Trying to sound really smart is really, really dumb.
You see it every day. Puffed up blog posts, white papers, webinars and website copy full of important sounding jargon. So serious, so authoritative. The less of it you understand, the more important it must be.
Corporate-speak is a relic of the days before Google and RSS feeds, a time when information wasn’t at everyone’s fingertips. A white paper in 1998 didn’t have to compete with the same avalanche of information as the white paper of today.
In 1998 we could forgive the indiscretions of the well-meaning yet misguided seminar leader, with his comically inane PowerPoint slides, reading every bullet to us as if we were children. In 2015, we simply log off and head to Starbucks to clear our heads.
In 1998 we had to subscribe to an email newsletter for the latest industry insights. When it arrived in our inbox, we may have even read it despite the content being 93% about the company, how great it is, its latest achievements as a “leading provider of…”
Zzzzzzzzz.
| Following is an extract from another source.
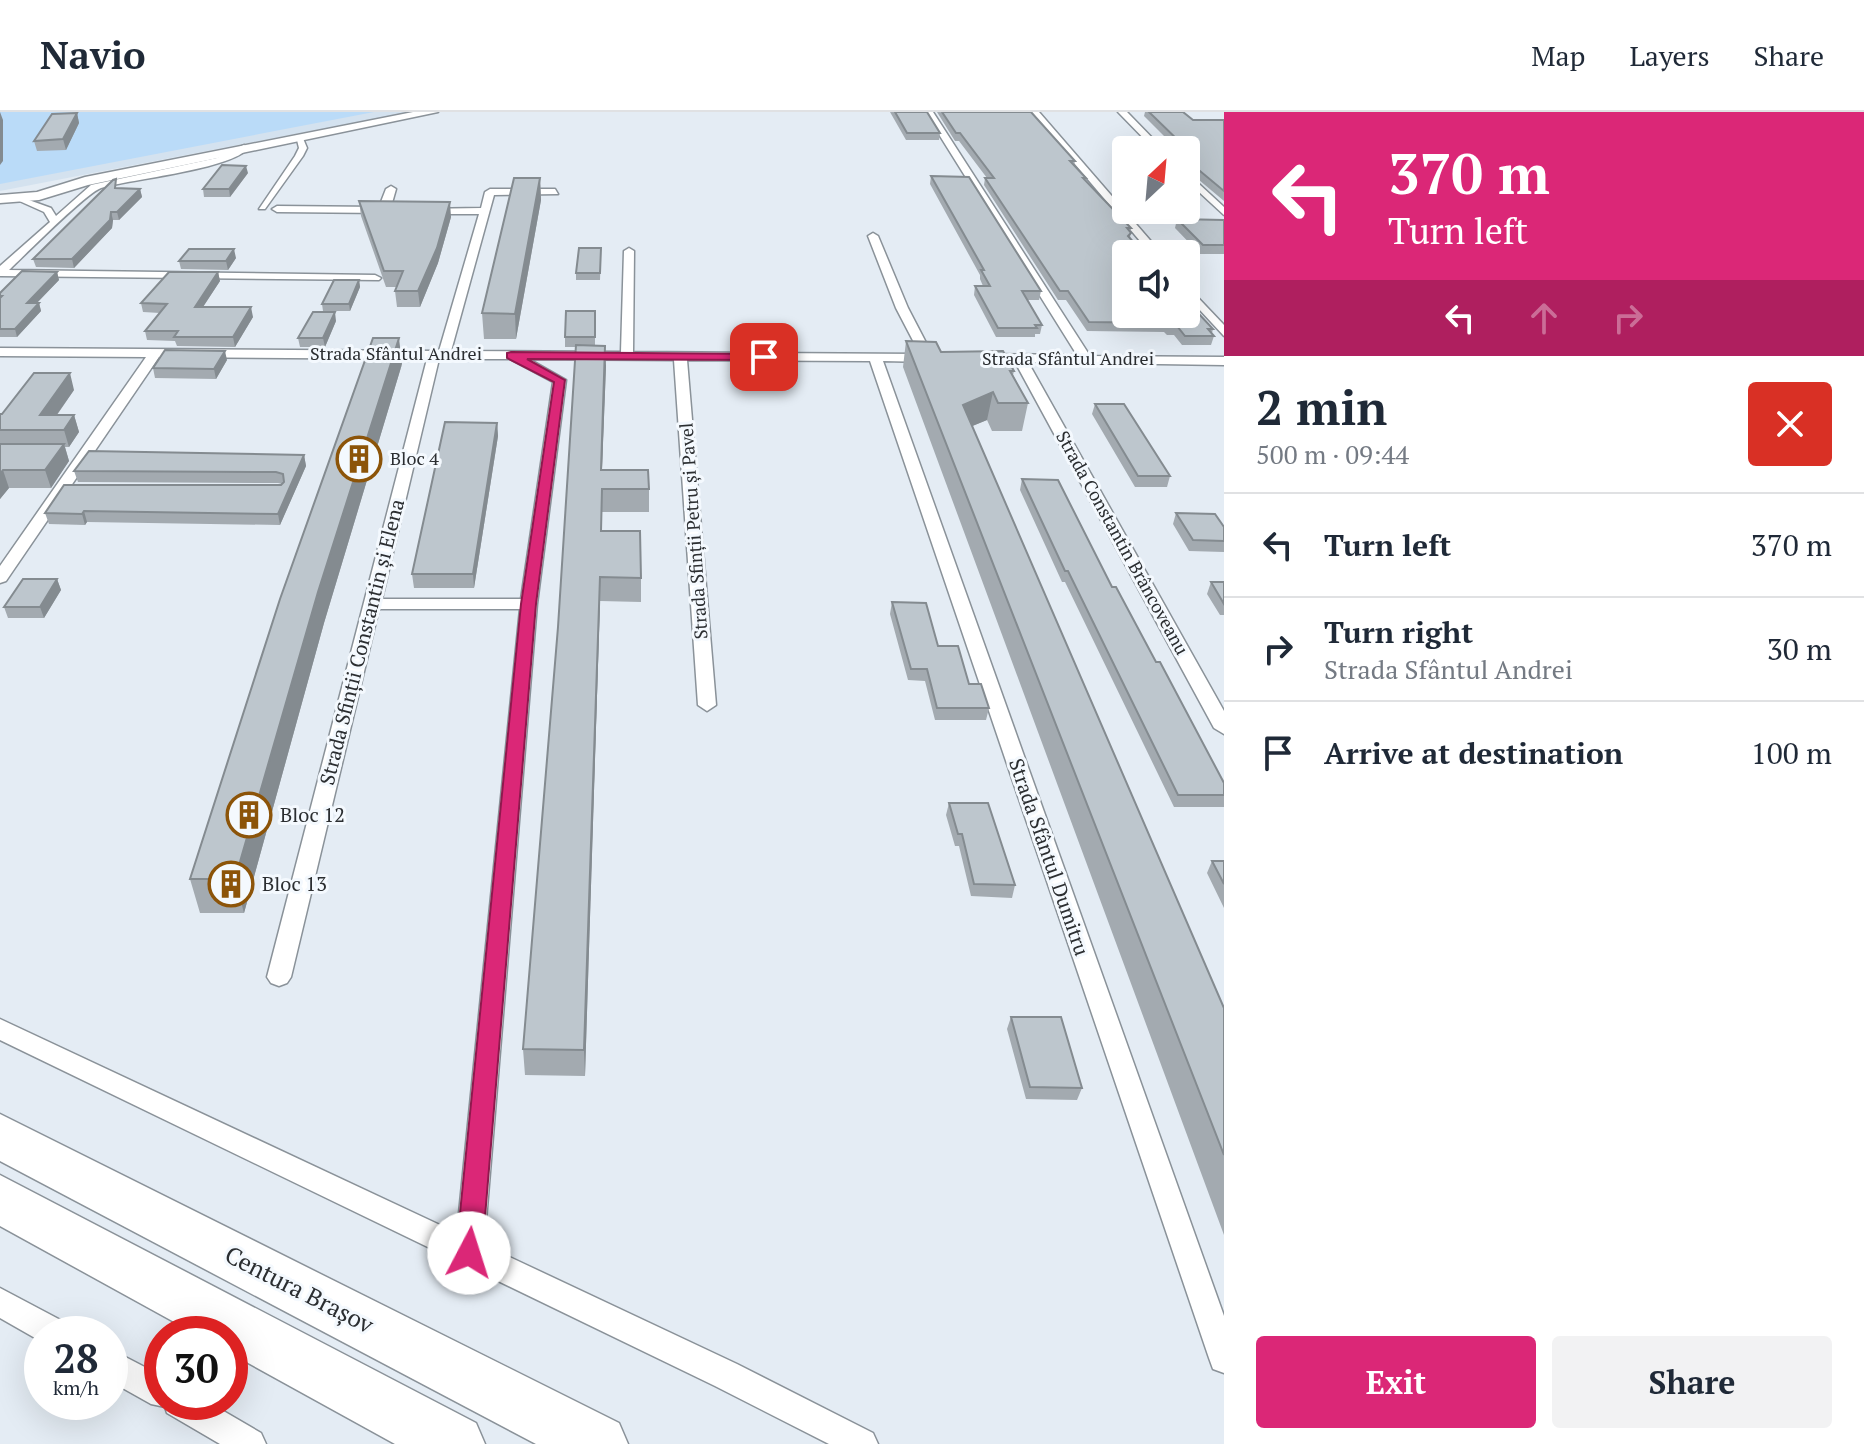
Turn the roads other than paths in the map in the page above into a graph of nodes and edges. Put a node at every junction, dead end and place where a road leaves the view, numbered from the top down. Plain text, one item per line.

In 2015, we’ll hit the unsubscribe button on a whim.
Nonsensical business speak is not dead yet, but those who cling to using it in the hopes of establishing thought leadership are chasing irrelevance, not influence.
My proof? What do most best-selling business books have in common?
They’re all written in plain English. Not rhetoric. Not cryptic business platitudes and cliches. Good old-fashioned, engaging and easy-to-understand English.
It’s the quality of your insights that make them valuable. Your point of view doesn’t need to be puffed up with obtuse, smart-sounding language to be taken seriously. Trust that your ideas are worth other people’s time, or aren’t, all on their own.